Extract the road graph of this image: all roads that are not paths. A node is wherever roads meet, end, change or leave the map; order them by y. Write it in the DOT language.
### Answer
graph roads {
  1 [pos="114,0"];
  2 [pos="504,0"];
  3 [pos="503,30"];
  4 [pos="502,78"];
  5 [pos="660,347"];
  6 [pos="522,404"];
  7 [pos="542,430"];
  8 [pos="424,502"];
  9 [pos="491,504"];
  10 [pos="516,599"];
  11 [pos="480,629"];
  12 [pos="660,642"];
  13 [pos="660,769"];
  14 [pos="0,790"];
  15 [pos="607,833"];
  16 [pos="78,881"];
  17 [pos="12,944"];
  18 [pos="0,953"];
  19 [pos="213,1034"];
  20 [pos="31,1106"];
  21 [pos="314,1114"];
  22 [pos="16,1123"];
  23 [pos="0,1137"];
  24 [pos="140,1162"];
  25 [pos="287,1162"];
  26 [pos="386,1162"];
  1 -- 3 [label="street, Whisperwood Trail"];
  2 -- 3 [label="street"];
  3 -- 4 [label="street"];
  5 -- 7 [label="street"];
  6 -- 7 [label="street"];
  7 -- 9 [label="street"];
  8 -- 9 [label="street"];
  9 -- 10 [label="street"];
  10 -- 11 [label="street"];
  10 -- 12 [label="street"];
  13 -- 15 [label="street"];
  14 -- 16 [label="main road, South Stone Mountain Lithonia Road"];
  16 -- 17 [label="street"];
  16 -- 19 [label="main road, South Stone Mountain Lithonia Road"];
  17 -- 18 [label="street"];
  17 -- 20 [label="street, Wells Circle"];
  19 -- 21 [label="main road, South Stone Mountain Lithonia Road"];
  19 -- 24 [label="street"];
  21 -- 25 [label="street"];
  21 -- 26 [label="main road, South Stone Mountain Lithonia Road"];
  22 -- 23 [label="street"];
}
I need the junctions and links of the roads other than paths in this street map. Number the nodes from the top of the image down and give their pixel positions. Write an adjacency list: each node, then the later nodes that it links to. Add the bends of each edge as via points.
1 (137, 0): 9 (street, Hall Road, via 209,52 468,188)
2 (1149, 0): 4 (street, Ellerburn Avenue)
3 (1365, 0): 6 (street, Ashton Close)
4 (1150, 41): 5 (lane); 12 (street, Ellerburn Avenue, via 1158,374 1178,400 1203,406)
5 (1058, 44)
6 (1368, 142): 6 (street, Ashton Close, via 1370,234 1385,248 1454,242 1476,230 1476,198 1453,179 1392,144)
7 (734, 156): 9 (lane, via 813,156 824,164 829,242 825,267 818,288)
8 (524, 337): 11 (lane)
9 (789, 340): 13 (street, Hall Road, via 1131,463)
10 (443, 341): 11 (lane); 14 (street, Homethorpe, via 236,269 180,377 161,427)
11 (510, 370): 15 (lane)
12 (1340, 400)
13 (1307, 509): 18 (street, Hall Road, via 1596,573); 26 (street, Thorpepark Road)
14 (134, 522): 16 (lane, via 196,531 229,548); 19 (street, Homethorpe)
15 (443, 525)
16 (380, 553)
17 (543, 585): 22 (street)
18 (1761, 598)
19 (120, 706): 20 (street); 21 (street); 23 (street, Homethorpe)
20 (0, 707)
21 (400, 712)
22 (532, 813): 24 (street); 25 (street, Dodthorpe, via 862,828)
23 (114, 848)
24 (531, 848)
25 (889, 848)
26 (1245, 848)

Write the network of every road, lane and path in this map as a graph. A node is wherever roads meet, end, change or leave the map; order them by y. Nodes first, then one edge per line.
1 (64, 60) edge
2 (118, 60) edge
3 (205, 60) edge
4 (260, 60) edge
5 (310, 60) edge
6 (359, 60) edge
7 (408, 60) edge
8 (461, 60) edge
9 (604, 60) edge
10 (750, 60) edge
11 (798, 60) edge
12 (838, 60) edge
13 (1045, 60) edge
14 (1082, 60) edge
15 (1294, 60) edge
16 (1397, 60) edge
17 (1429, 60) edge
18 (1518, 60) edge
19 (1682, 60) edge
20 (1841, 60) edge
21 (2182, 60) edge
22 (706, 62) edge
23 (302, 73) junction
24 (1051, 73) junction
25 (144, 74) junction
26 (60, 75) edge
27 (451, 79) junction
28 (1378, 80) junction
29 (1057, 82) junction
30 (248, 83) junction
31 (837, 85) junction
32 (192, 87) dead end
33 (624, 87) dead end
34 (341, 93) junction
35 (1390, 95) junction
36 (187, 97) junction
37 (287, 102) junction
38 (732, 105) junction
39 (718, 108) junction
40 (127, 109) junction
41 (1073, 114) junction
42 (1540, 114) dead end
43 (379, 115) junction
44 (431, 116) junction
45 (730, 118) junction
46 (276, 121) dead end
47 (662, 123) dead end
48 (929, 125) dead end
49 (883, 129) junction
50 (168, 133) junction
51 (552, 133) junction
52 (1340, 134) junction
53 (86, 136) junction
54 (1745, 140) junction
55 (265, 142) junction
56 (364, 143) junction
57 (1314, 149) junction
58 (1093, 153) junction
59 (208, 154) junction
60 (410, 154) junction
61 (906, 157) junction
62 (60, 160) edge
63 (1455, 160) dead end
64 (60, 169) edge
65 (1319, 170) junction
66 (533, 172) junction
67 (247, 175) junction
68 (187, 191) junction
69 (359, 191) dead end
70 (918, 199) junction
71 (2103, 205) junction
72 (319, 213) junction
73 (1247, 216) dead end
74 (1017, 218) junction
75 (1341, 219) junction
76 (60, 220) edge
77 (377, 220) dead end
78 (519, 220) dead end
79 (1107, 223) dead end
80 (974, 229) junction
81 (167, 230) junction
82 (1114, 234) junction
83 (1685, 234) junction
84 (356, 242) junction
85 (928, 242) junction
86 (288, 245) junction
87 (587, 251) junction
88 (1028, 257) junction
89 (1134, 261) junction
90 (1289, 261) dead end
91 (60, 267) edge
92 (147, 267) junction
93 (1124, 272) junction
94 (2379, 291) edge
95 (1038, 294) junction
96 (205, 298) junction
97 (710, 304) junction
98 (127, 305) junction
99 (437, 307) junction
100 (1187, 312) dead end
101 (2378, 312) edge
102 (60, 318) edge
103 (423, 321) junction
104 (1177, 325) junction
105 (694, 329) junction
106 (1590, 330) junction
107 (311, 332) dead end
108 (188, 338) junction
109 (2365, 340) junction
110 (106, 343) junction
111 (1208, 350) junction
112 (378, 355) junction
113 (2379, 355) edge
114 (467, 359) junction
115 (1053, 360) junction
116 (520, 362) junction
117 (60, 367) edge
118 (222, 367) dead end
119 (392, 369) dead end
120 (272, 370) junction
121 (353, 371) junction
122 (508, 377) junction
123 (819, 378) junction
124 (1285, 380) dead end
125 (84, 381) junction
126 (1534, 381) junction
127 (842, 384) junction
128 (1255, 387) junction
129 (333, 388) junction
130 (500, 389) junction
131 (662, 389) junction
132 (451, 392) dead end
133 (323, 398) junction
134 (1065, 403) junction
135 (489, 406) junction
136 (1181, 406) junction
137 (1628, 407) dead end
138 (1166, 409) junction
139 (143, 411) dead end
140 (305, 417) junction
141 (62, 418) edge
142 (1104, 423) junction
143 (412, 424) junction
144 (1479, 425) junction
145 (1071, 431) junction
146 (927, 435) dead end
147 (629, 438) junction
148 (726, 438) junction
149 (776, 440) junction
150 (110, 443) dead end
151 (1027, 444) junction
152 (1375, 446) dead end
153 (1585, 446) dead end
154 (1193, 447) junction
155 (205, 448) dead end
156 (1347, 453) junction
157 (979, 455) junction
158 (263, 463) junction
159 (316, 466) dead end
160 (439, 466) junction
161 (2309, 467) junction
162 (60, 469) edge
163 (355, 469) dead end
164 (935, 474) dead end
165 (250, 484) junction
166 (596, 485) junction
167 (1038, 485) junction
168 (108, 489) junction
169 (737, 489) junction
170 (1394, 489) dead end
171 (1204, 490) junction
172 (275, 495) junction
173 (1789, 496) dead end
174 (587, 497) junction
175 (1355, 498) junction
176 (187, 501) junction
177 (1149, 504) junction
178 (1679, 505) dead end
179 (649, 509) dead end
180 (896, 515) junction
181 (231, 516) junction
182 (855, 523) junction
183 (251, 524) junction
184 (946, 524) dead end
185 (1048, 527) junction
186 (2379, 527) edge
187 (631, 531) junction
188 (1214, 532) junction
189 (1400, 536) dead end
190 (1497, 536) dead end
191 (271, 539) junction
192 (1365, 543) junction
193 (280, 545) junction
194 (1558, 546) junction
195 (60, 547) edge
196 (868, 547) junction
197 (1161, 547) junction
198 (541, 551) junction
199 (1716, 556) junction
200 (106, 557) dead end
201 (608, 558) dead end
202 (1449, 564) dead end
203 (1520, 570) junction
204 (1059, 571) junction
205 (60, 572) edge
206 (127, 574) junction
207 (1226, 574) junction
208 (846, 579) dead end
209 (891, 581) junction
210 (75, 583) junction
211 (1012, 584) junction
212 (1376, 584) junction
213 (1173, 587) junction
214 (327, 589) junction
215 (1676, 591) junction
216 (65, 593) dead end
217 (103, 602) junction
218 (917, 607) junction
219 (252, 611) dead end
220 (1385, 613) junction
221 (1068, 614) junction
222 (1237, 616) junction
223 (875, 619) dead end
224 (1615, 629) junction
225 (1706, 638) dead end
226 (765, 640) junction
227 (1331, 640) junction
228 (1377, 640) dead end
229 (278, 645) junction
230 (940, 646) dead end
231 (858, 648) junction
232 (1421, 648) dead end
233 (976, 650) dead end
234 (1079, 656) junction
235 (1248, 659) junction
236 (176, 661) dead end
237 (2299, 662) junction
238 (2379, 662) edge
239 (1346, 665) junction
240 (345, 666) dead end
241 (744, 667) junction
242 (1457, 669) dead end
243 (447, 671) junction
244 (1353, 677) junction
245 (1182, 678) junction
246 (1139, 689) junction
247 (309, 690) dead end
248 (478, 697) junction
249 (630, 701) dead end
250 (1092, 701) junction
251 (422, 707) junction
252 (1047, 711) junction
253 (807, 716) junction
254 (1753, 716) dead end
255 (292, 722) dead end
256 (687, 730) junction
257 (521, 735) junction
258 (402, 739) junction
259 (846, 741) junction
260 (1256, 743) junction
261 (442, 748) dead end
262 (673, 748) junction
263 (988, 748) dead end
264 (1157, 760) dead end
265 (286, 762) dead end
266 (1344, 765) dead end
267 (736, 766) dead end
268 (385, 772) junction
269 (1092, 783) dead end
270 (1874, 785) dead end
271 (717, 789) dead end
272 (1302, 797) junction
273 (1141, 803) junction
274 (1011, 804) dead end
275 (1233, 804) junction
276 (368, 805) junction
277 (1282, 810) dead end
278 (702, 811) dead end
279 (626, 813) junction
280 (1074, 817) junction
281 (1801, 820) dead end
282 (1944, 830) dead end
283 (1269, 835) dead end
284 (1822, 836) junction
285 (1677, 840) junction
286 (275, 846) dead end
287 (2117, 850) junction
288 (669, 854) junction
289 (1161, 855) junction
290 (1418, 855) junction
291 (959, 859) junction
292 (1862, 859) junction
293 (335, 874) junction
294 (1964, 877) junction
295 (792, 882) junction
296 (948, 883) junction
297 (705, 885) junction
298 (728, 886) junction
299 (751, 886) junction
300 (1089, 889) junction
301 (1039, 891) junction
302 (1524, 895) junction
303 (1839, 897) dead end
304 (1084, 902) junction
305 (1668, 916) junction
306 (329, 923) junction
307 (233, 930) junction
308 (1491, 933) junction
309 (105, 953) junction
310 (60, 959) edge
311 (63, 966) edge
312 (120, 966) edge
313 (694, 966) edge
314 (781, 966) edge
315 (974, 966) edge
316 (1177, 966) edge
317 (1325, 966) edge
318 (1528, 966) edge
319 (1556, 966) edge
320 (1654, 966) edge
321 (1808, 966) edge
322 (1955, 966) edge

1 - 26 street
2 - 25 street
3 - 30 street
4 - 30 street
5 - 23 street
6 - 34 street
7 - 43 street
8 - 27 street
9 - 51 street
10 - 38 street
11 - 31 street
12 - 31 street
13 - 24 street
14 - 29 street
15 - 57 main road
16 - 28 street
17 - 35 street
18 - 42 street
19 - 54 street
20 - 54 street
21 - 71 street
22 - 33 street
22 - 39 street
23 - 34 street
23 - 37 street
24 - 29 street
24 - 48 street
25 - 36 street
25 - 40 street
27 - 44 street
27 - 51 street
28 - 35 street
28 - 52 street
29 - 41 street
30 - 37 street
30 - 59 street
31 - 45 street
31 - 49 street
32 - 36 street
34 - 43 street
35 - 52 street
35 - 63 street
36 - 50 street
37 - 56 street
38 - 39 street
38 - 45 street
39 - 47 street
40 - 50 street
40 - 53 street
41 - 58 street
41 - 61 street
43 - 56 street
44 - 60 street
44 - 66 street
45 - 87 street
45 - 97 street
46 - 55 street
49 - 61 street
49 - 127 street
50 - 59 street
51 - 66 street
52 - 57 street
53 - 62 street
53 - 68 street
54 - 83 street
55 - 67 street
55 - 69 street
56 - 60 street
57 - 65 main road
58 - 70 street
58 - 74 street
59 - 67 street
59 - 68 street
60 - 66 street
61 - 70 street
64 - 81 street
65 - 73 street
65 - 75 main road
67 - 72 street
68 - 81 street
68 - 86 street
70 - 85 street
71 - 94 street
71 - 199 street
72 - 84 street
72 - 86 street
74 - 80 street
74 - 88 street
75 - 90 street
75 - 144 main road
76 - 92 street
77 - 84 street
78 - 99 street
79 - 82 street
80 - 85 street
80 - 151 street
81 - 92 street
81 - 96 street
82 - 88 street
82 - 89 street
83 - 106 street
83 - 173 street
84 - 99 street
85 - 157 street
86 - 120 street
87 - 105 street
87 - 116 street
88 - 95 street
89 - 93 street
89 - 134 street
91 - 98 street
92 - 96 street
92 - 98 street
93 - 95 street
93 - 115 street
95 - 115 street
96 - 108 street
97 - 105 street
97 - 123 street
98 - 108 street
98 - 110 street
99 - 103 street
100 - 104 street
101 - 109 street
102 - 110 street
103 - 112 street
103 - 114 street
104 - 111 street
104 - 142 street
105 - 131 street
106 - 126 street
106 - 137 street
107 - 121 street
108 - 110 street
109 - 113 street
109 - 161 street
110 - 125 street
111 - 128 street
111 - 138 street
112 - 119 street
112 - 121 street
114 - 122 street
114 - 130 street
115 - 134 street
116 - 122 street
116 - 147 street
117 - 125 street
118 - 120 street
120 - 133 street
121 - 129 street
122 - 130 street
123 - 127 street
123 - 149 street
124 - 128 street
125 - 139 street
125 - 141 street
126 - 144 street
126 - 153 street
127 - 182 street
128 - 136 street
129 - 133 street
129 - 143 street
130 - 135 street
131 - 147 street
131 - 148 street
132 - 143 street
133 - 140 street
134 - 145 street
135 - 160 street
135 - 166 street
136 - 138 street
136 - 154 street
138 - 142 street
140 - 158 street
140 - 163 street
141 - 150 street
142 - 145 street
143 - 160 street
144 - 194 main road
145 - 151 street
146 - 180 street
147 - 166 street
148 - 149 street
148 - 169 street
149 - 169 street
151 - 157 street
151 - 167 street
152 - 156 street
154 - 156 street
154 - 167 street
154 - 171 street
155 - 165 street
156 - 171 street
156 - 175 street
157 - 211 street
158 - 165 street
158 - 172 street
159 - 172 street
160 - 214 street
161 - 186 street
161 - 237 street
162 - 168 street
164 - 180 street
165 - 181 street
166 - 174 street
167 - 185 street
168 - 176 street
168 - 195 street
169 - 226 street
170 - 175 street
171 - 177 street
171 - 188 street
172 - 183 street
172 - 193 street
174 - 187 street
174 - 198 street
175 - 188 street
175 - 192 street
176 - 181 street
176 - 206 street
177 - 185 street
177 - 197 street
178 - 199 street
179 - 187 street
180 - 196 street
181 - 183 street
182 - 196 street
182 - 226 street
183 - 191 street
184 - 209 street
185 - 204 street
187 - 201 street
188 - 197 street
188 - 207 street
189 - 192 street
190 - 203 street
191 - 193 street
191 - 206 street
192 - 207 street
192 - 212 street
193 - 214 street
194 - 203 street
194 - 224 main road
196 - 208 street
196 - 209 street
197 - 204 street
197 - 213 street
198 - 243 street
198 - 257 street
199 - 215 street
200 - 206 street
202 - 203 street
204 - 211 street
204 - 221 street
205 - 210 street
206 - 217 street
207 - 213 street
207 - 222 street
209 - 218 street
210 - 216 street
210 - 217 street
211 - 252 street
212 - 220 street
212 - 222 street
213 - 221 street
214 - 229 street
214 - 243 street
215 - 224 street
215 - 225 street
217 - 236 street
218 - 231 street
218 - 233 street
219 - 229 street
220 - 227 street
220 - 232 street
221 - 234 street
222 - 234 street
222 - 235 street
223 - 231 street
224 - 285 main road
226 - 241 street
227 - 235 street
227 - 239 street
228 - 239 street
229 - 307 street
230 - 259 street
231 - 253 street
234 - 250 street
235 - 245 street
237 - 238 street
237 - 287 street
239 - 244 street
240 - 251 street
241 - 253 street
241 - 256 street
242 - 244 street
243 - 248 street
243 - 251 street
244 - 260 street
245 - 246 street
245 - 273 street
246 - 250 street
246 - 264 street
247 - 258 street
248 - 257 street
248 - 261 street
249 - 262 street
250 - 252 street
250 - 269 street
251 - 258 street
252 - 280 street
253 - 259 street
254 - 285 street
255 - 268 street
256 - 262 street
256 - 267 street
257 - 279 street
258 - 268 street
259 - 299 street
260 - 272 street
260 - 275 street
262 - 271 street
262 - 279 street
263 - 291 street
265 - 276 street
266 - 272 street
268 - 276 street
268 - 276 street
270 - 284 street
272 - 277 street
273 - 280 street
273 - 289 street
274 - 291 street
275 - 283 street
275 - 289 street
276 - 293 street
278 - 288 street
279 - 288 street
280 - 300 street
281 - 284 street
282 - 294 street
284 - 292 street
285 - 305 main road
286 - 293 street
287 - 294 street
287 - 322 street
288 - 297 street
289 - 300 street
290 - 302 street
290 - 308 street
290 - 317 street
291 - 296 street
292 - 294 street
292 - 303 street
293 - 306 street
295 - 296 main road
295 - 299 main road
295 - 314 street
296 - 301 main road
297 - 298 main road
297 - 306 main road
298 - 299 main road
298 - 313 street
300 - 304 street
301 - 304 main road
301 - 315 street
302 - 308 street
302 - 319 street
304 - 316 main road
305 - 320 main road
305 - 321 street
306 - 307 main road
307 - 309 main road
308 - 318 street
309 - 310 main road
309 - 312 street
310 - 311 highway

WHAT NEEDS TO BE DONE: Copy each line of the records that contains the word "Ashton".

RESPONSE BOX:
3 (1365, 0): 6 (street, Ashton Close)
6 (1368, 142): 6 (street, Ashton Close, via 1370,234 1385,248 1454,242 1476,230 1476,198 1453,179 1392,144)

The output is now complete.